In the United States, the Supreme Court recently passed a ruling that legalizes gay marriage in all fifty states. Shortly before this event, a transgender rights activist named Jennicet Gutierrez, who is Mexican and living undocumented in the United States, interrupted a speech given by President Barack Obama at a reception in celebration of Pride Month at the White House. ‘Release all LGBT prisoners from detention centers’, she said, in protest of the treatment that undocumented LGBT immigrants face, especially in Immigration and Customs Enforcement centers. The President had her thrown out as a ‘heckler’, and many in the crowd booed her. At a time of celebration for great advances to the rights of gay and lesbian men and women, a transgender person offered an interjection as a reminder that one step toward liberty is not the end of the road, and as a result she was ejected from the party. Whether or not Gutierrez’s actions were appropriate is not what concerns me here; what I recognize in this incident is a voice attempting to resist the resistance, and to negate the negation—to shake the complacent into recognition that to assume that the work of justice has a final endpoint is to close down justice itself. Similarly, negative thinkers of the apophatic tradition constantly resist the dogma of the institutional church because rulings on the person of God assume human understanding of God. Furthermore, negative spirituality resists the conclusion that one’s experience of negation—to deny that one can know anything of the divine—actually teaches anything about the divine itself. Negative thinkers also deny experience, insisting that experience, even of our own limitations, is still part of a positive cycle that bears no relationship to the divine. When Gutierrez called out the President, she likewise denied the experience of a liberal civil rights victory as achieving ‘real justice’. Her implicit question seemed to be, ‘If the pride celebration obscured the suffering of LGBT prisoners at that very moment, then how did it truly achieve justice?’ Guttierez’s protest was an apophatic performance that pointed to the celebration of hope as a dark shadow of willful ignorance. And it seems to me that her ejection from the party may have had as much to do with the discomfiting truth of her denial as much as any supposed lack of social grace.

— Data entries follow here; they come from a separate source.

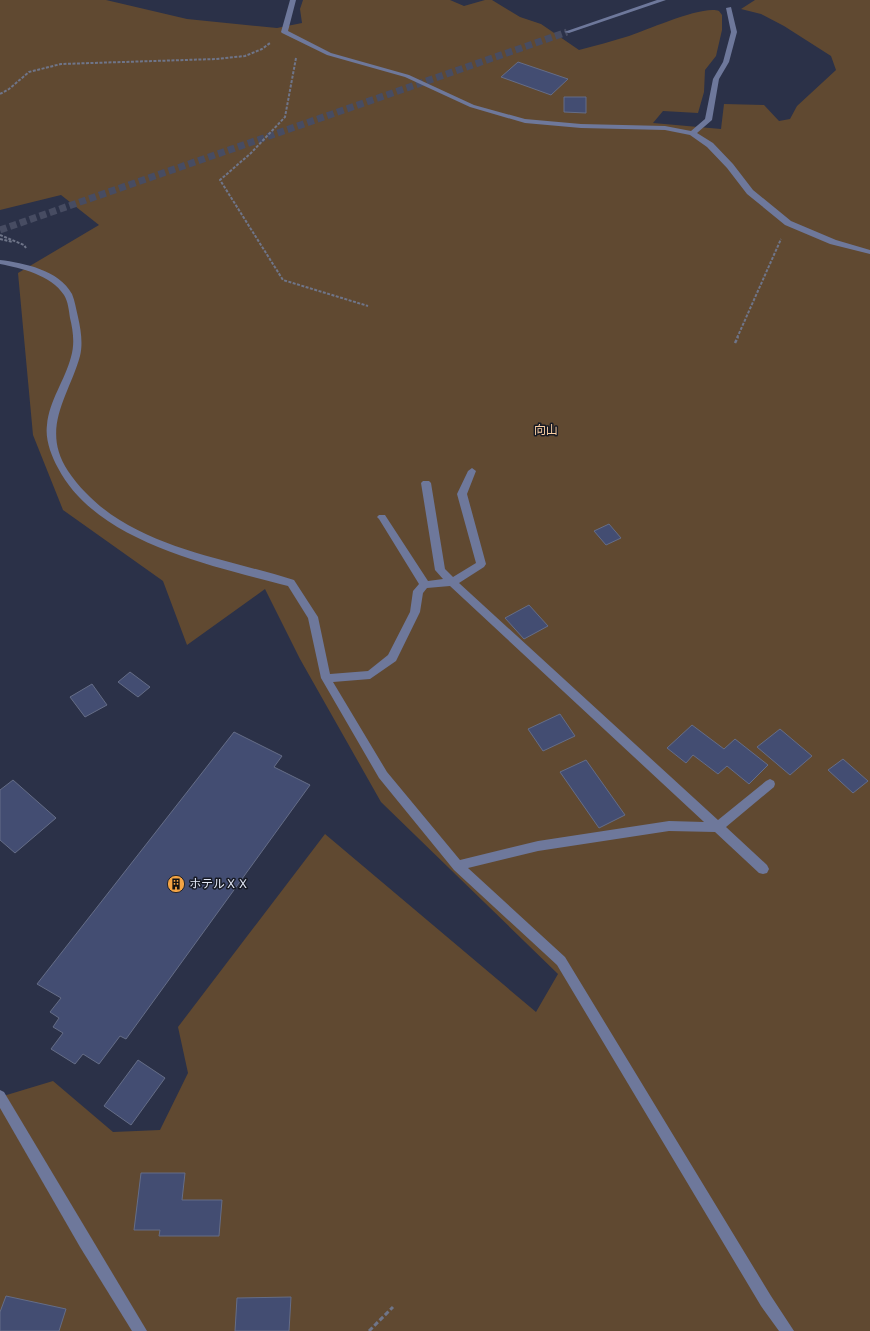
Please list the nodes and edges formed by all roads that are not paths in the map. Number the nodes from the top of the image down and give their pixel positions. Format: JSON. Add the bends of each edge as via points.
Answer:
{"nodes":[{"id":1,"x":293,"y":0,"type":"edge"},
{"id":2,"x":663,"y":0,"type":"edge"},
{"id":3,"x":729,"y":8,"type":"dead end"},
{"id":4,"x":567,"y":32,"type":"tunnel mouth"},
{"id":5,"x":692,"y":133,"type":"junction"},
{"id":6,"x":870,"y":252,"type":"edge"},
{"id":7,"x":0,"y":262,"type":"edge"},
{"id":8,"x":472,"y":471,"type":"dead end"},
{"id":9,"x":426,"y":483,"type":"dead end"},
{"id":10,"x":382,"y":517,"type":"dead end"},
{"id":11,"x":452,"y":582,"type":"junction"},
{"id":12,"x":426,"y":585,"type":"junction"},
{"id":13,"x":326,"y":678,"type":"junction"},
{"id":14,"x":770,"y":784,"type":"dead end"},
{"id":15,"x":718,"y":827,"type":"junction"},
{"id":16,"x":458,"y":866,"type":"junction"},
{"id":17,"x":763,"y":869,"type":"dead end"},
{"id":18,"x":0,"y":1096,"type":"edge"},
{"id":19,"x":140,"y":1331,"type":"edge"},
{"id":20,"x":787,"y":1331,"type":"edge"}],
"edges":[{"from":1,"to":5,"type":"street","via":[[284,32],[329,54],[407,76],[472,106],[524,121],[582,126],[665,128]]},
{"from":2,"to":4,"type":"street"},
{"from":3,"to":5,"type":"street","via":[[734,32],[726,62],[716,79],[708,120]]},
{"from":5,"to":6,"type":"street","via":[[710,145],[750,192],[788,223],[833,242]]},
{"from":7,"to":13,"type":"street","via":[[48,276],[67,294],[77,328],[77,354],[51,426],[55,449],[64,472],[81,494],[112,518],[147,538],[185,555],[291,582],[313,617]]},
{"from":8,"to":11,"type":"street","via":[[462,494],[481,564]]},
{"from":9,"to":11,"type":"street","via":[[440,570]]},
{"from":10,"to":12,"type":"street"},
{"from":11,"to":12,"type":"street"},
{"from":11,"to":15,"type":"street"},
{"from":12,"to":13,"type":"street","via":[[418,591],[415,612],[392,658],[370,675]]},
{"from":13,"to":16,"type":"street","via":[[383,775]]},
{"from":14,"to":15,"type":"street"},
{"from":15,"to":16,"type":"street","via":[[653,828],[538,846]]},
{"from":15,"to":17,"type":"street"},
{"from":16,"to":20,"type":"street","via":[[561,961],[766,1301]]},
{"from":18,"to":19,"type":"street"}]}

To deny the denial, to negate the negation, and to resist the resistance—this forces one into a place where no action, no speech, and no event can ensure communication. Instead, we are left with a mere excess of ultimately inadequate expression. Trying to think oneself through the negation of negation lands one in the halls of some outlandish cartoon funhouse, where the door through which someone else disappeared only opens to a brick wall, and by entering what seems to be one room you find yourself re-entering the same hallway, just several doors away. What the negative thinker would emphasize is that this confounding experience of the limitation of expression cannot be equated with otherness or the absolute itself. Ritual transformation, euphoric trance, collective frenzy, mystic visions—even what would seem to be revelation must be negated as the human and the limited. When we perform for one another or for ourselves, we likewise cannot equate the performance of culture, or of identity, or of community, with the instantiation of those things, lest we find ourselves artificially limiting culture, identity, and community to the performance itself. Performance is an elaboration of the unknowing through which we may glimpse something of the complete transcendence (unknowability) of what remains other than the self (and the otherness that is the self). To perform is to not know.